Todo su cuerpo estaba desnudo. La piel, de un extraño gris negruzco, estaba cubierta de grietas apretadas y, dentro de ellas, se deslizaba un resplandor rojo oscuro, apenas visible.

El cráneo se le había deformado por completo. Los rasgos, retorcidos; la boca, abierta hasta las orejas, dejaba al descubierto una hilera de colmillos irregulares.

Las manos eran todavía peores. Las uñas, largas como cuchillas, destellaban con un brillo frío.

Lo más perturbador eran sus ojos: huecos, vacíos, sin blanco ni pupilas, solo una negrura muerta.

"¡¿Q-qué es esa cosa?!" gritó Evelia.

La mirada de Jared no se apartó de la criatura; en sus ojos pasó un peso sutil.

Sentía dos auras totalmente distintas emanando de ella.

Una era sagrada: pura, imponente. El aura de los celestiales.

La otra era maligna: fría, violenta. El aura del demonio.

Esas dos fuerzas tendrían que chocar como agua y fuego; aun así, de algún modo se habían fundido dentro de aquella cosa, creando una existencia torcida que erizaba la piel.

"Celestiales y demonio..." murmuró Jared, frunciendo el ceño.

Evelia lo oyó y se le fue el color del rostro. "¿Qué? ¿Celestiales y demonio? ¿Cómo puede ser posible? ¿Cómo podrían los celestiales mezclarse con demonios?"

Jared no respondió.

Él mismo sopesaba la misma pregunta.

Los celestiales siempre se habían proclamado la raza más noble bajo el cielo. Siempre habían despreciado a los demonios, tratándolos como criaturas sucias y rastreras.

Y entre ambas razas, el odio venía de generaciones: de ese que no se apaga hasta que uno de los bandos cae.

Pero aquella cosa, frente a ellos, cargaba los linajes de ambos a la vez. Era un despropósito.

Ese golpe de palma había mandado al monstruo a volar, pero no lo había matado.

El monstruo se abrió paso a la fuerza hasta incorporarse. Su cuerpo retorcido se sacudía a tirones, y de su garganta se arrastró un gruñido bajo y áspero.

Aquellos ojos huecos seguían clavados en Jared: negros, vacíos, sin nada dentro salvo una intención asesina tan desatada que resultaba brutal.

Pero no volvió a lanzarse.

No porque hubiera retrocedido, sino porque...
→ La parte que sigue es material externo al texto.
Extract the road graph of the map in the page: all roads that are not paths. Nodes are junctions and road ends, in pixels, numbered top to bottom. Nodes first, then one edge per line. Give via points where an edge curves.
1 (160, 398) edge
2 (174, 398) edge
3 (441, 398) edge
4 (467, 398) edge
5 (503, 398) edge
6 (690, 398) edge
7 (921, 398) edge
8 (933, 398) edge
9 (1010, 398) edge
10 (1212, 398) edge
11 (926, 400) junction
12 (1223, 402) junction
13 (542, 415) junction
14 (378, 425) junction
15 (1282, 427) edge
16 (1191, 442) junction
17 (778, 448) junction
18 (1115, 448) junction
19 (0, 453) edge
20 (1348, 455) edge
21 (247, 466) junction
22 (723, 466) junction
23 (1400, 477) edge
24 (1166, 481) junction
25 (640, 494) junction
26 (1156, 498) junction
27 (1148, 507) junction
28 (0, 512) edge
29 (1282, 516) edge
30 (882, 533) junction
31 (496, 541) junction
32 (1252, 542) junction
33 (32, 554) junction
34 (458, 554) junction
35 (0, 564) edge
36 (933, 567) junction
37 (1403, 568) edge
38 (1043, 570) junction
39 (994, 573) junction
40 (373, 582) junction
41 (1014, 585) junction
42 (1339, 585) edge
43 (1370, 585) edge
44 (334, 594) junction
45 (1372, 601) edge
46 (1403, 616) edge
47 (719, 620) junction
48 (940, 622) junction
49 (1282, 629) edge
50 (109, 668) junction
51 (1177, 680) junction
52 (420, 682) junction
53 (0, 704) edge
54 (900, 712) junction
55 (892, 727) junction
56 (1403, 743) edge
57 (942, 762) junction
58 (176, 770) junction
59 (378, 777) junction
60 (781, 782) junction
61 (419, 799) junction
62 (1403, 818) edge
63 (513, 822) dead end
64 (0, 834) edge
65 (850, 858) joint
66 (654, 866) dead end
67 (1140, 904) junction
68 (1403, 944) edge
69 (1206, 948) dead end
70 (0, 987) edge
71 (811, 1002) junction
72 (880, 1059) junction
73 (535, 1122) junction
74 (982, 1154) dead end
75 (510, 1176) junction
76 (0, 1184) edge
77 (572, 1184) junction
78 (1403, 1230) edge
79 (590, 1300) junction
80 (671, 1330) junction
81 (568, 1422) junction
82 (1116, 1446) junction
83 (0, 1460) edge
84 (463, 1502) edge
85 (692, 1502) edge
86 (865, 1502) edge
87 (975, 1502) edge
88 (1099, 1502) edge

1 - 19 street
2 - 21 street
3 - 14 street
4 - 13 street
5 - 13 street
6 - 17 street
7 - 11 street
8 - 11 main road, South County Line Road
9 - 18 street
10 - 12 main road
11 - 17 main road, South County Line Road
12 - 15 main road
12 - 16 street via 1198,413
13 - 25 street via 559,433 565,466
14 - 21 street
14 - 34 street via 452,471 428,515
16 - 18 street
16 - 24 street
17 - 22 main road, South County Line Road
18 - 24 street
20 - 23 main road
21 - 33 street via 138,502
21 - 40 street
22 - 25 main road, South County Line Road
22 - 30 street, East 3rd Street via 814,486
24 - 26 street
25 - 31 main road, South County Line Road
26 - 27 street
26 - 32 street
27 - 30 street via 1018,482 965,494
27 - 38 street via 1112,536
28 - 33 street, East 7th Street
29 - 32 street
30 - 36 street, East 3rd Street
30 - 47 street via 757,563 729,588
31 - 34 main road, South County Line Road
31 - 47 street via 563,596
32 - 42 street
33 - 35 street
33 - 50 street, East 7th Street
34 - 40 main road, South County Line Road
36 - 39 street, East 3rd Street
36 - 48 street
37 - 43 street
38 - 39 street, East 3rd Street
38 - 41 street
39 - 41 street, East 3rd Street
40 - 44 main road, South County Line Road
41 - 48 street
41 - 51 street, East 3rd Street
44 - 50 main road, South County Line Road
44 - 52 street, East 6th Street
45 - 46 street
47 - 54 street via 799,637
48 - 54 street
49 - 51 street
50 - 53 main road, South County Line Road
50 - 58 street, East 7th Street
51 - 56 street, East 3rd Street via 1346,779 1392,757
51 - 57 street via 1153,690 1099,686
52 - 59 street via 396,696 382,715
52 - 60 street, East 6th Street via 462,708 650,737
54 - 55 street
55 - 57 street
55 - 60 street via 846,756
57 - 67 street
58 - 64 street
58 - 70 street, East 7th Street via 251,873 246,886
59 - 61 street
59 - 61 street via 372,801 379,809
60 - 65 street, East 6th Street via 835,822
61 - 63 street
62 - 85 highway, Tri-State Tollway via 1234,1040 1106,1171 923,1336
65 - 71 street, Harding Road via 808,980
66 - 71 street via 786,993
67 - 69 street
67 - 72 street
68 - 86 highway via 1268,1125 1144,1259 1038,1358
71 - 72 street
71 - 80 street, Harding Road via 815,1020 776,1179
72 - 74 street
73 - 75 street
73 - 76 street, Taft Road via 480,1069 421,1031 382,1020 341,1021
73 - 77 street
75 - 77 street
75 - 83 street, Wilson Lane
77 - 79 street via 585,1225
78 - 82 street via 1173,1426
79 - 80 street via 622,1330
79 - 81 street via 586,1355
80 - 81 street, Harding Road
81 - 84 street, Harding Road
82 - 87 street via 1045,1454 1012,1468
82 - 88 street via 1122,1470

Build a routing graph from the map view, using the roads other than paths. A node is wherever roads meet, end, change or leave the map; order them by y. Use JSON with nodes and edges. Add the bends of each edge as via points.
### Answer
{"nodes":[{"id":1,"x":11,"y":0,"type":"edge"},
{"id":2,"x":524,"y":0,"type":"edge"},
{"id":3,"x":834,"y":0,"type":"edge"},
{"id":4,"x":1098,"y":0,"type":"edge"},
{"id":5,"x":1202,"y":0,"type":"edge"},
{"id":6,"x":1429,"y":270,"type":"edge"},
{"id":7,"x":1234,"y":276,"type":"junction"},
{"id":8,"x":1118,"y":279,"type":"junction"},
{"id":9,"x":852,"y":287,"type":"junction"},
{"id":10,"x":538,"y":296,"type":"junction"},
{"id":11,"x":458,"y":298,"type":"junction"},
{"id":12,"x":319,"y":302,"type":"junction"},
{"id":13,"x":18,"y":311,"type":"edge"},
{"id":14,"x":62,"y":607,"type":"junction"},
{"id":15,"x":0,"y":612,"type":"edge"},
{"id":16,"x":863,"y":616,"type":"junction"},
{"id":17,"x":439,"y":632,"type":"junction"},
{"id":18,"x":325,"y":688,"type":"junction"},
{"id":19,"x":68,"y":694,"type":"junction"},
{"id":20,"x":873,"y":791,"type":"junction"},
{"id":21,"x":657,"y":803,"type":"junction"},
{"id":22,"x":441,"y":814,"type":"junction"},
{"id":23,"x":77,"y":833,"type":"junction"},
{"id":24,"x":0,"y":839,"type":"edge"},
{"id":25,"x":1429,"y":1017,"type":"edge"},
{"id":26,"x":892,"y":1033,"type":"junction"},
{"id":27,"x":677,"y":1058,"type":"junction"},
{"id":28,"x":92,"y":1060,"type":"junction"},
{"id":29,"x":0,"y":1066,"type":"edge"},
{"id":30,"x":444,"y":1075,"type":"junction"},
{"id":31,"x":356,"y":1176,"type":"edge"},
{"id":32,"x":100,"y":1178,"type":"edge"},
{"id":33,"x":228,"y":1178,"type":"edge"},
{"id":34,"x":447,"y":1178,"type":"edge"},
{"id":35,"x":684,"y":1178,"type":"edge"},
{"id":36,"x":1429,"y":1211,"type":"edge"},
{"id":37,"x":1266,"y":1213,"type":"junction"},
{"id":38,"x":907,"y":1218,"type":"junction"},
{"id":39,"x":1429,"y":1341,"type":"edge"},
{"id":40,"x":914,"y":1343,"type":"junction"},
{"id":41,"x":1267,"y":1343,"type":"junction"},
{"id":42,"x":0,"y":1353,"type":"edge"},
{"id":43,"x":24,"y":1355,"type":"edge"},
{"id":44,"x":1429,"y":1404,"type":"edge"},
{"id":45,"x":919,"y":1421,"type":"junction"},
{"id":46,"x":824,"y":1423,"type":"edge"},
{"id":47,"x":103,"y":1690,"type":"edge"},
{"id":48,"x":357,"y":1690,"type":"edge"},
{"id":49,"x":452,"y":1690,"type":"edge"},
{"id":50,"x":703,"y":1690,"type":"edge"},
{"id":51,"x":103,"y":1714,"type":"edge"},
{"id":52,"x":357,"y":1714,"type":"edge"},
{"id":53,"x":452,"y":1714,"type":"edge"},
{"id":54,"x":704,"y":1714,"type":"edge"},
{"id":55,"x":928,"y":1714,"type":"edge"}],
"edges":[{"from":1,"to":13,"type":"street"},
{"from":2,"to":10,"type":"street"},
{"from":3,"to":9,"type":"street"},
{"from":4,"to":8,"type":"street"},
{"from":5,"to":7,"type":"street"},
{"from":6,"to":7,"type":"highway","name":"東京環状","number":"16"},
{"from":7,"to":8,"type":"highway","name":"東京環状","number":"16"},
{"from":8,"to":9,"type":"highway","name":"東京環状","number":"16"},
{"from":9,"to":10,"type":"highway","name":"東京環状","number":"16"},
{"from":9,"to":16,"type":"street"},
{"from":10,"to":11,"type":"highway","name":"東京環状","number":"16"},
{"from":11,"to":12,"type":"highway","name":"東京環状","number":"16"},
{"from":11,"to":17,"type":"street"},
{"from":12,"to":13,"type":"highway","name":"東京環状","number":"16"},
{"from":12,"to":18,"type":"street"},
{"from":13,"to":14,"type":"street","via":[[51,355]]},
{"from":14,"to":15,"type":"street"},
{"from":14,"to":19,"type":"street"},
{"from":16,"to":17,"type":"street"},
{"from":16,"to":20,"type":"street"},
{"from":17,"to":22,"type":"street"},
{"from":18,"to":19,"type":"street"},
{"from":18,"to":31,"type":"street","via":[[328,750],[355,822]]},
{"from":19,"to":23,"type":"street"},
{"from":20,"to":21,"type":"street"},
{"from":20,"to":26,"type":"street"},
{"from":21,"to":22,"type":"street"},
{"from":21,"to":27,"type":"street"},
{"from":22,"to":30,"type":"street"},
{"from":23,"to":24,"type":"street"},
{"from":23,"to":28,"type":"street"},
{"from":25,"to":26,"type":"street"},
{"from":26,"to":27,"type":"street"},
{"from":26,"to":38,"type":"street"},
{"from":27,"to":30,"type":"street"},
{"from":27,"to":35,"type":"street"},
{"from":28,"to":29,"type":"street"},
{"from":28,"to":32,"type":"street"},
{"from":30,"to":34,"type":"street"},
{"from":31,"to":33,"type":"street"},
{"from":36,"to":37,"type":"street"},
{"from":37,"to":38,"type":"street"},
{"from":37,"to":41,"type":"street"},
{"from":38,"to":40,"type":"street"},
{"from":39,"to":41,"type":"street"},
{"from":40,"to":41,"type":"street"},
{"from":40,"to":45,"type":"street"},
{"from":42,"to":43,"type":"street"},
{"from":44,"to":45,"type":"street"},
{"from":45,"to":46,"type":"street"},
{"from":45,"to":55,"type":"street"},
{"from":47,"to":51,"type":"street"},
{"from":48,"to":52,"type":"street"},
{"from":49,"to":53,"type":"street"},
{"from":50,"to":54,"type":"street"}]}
...desde lo más hondo del bosque, empezaron a alzarse más gruñidos.

Uno. Dos. Tres...

Y después, demasiados para contarlos.

Llegaban apiñados, uno tras otro, superponiéndose desde todas las direcciones.

A Evelia se le puso la cara blanca como papel, y el cuerpo le empezó a temblar sin poder evitarlo.

La expresión de Jared no cambió. Se quedó quieto, mirando hacia la profundidad del bosque.

Un instante después, incontables siluetas oscuras se dispararon desde el monte y se lanzaron directo contra ellos.

Unas se arrastraban por el suelo. Otras saltaban entre los árboles. Otras se arrojaban por el aire.

Todas se parecían al primer monstruo: retorcidas, feroces, enloquecidas.

Y de cada una de ellas se desbordaba, al mismo tiempo, el aura de los celestiales y la del demonio.